§ **To do**
Return only those lines of the listing in which "graph" appears.

START Information

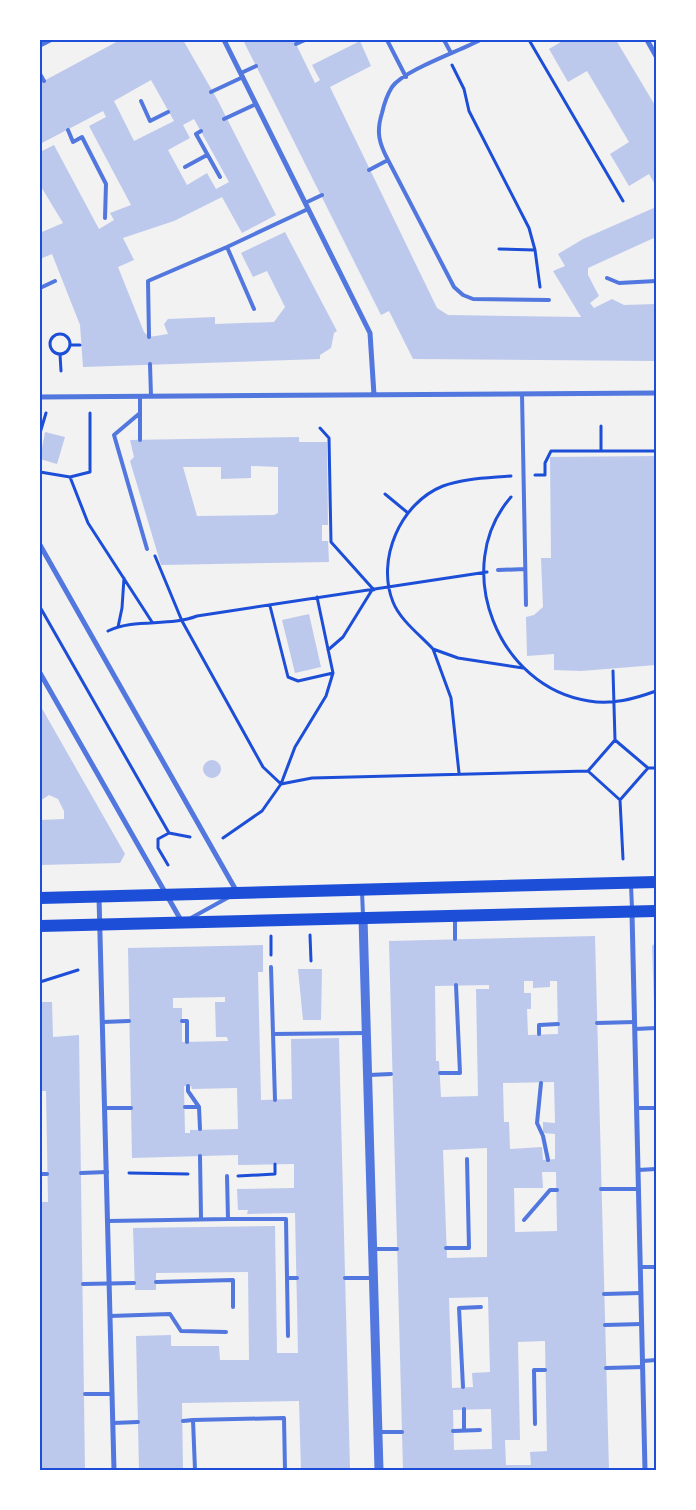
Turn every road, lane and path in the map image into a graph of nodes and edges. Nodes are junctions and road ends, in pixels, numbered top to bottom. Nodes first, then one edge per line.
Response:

END Information
START Information

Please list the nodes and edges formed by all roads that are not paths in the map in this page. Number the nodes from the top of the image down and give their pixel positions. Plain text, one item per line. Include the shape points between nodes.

END Information
START Information

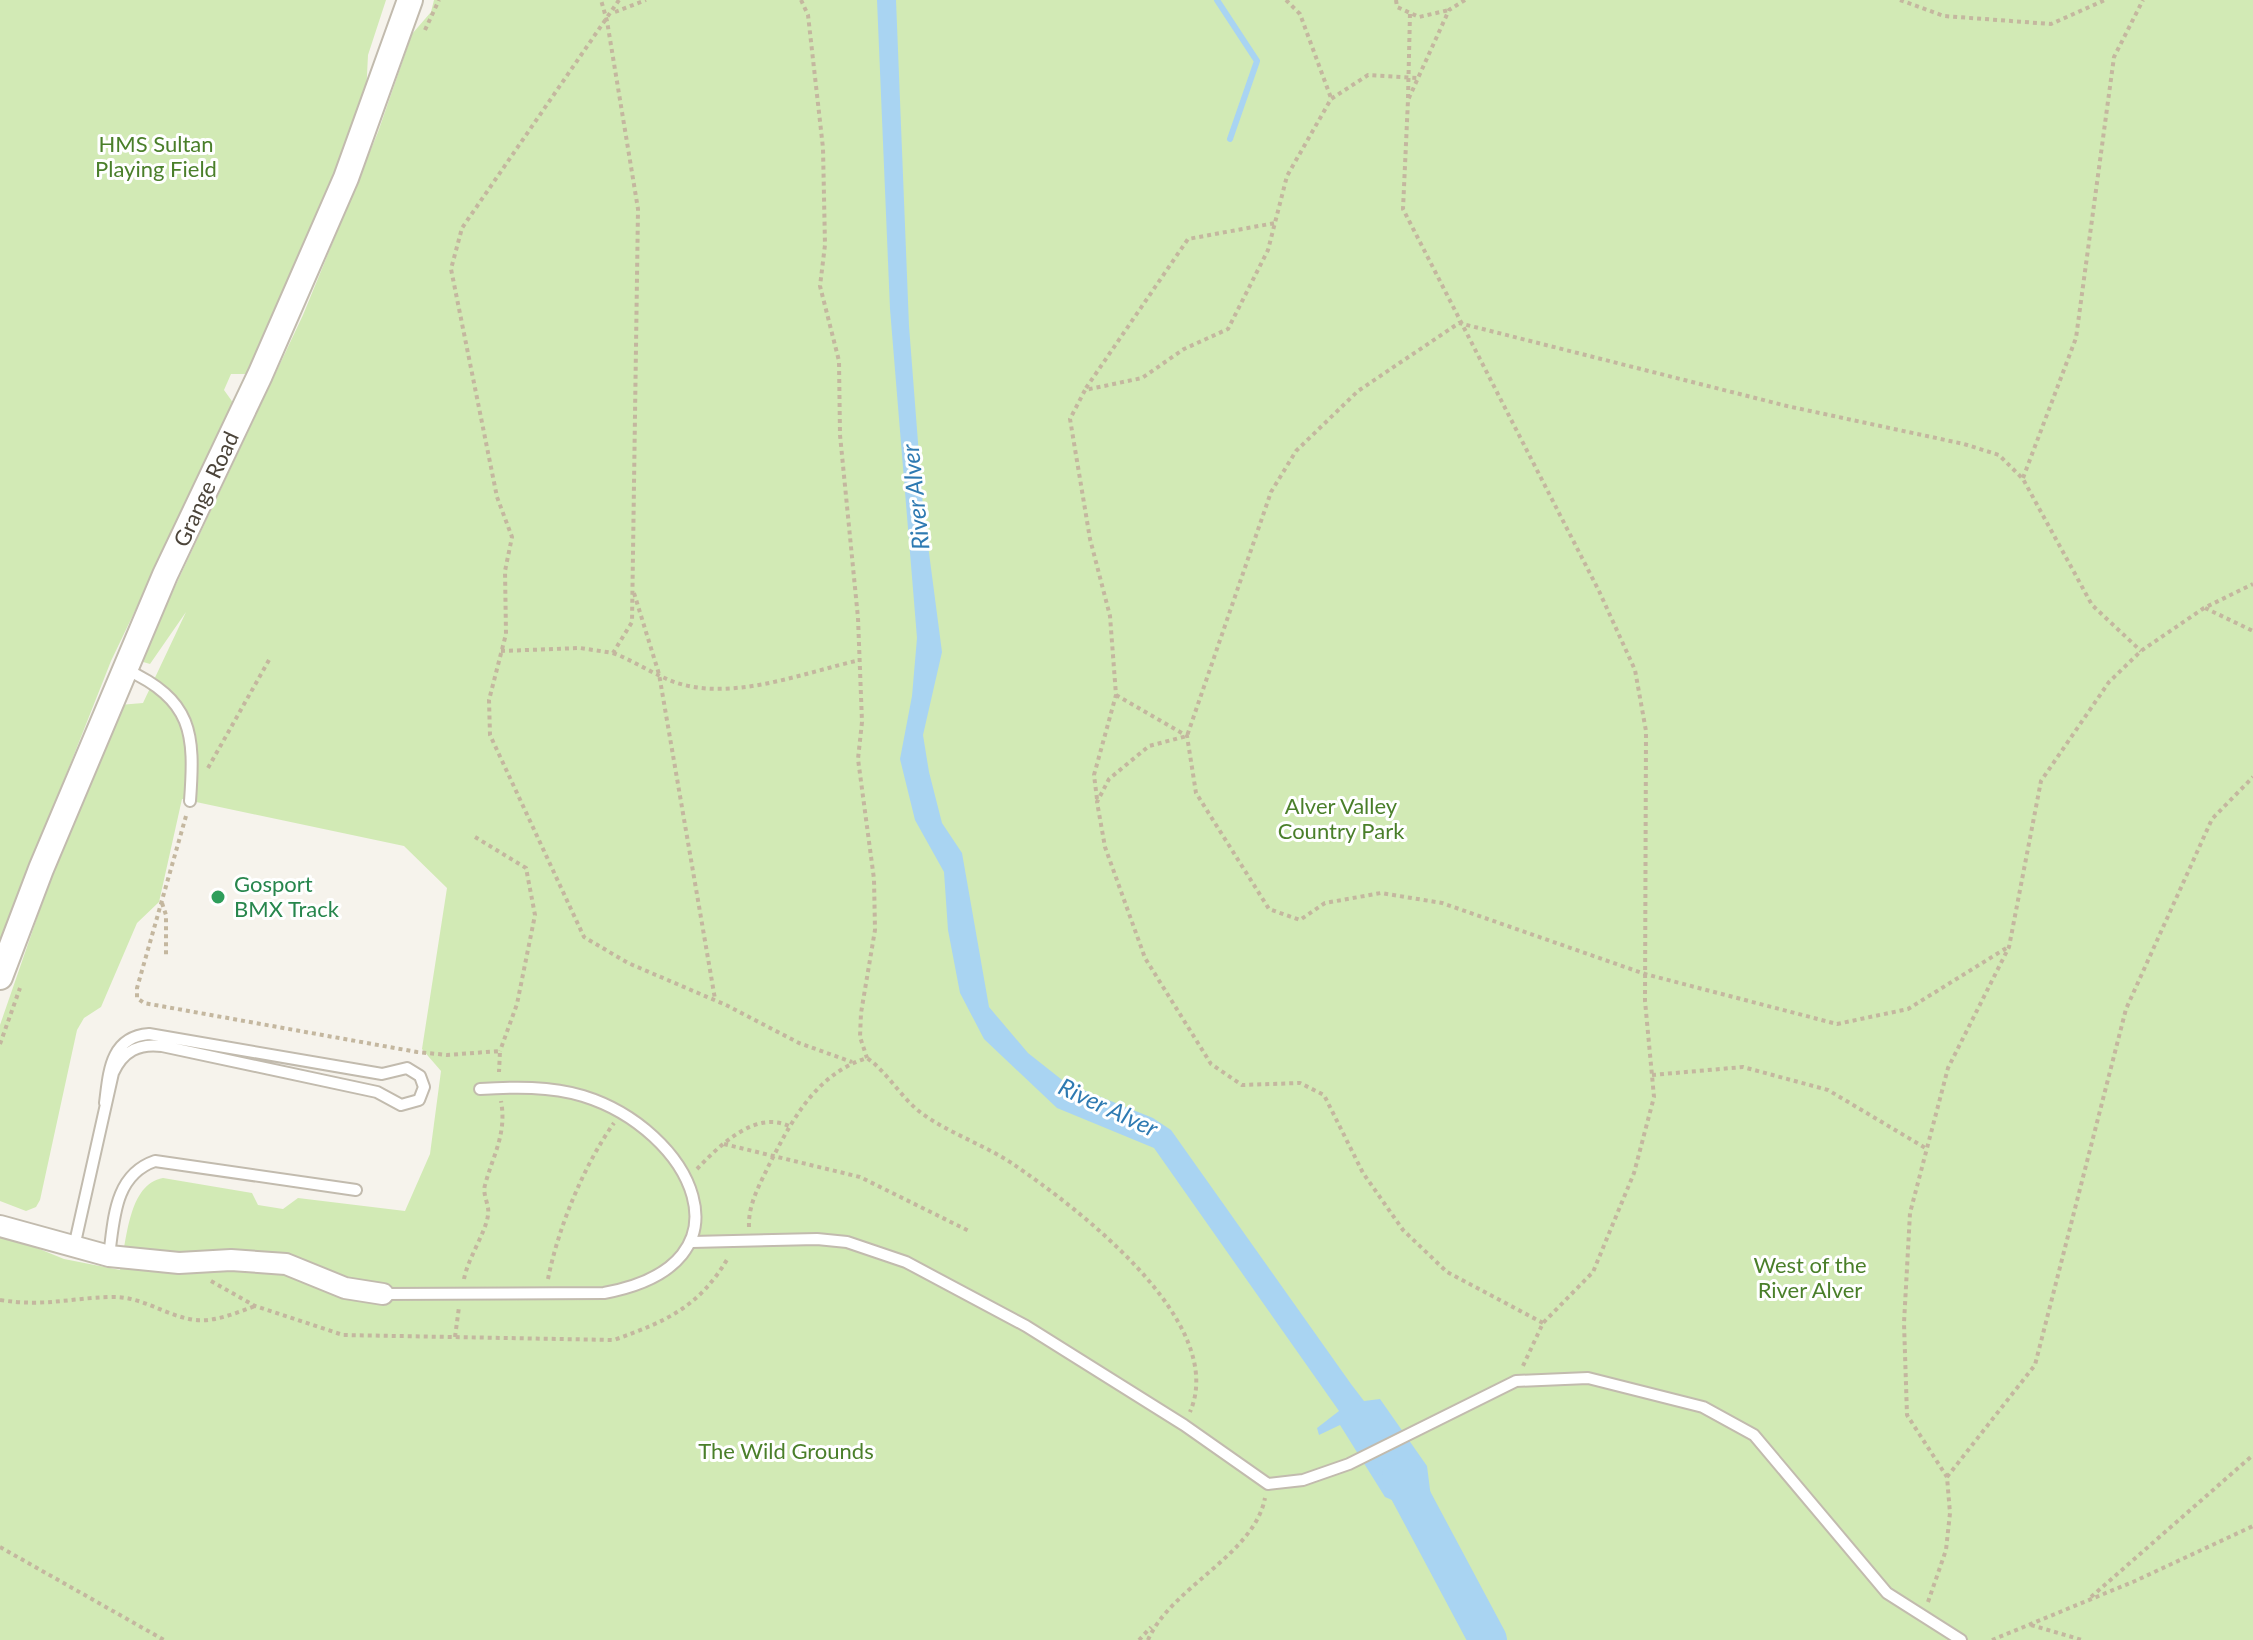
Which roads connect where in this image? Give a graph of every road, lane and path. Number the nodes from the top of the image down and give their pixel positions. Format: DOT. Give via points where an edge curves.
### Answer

END Information

§ **Answer section**
Turn every road, lane and path in the map image into a graph of nodes and edges. Nodes are junctions and road ends, in pixels, numbered top to bottom. Nodes first, then one edge per line.
Which roads connect where in this image? Give a graph of every road, lane and path. Number the nodes from the top of the image down and give their pixel positions. Format: DOT. Give via points where an edge curves.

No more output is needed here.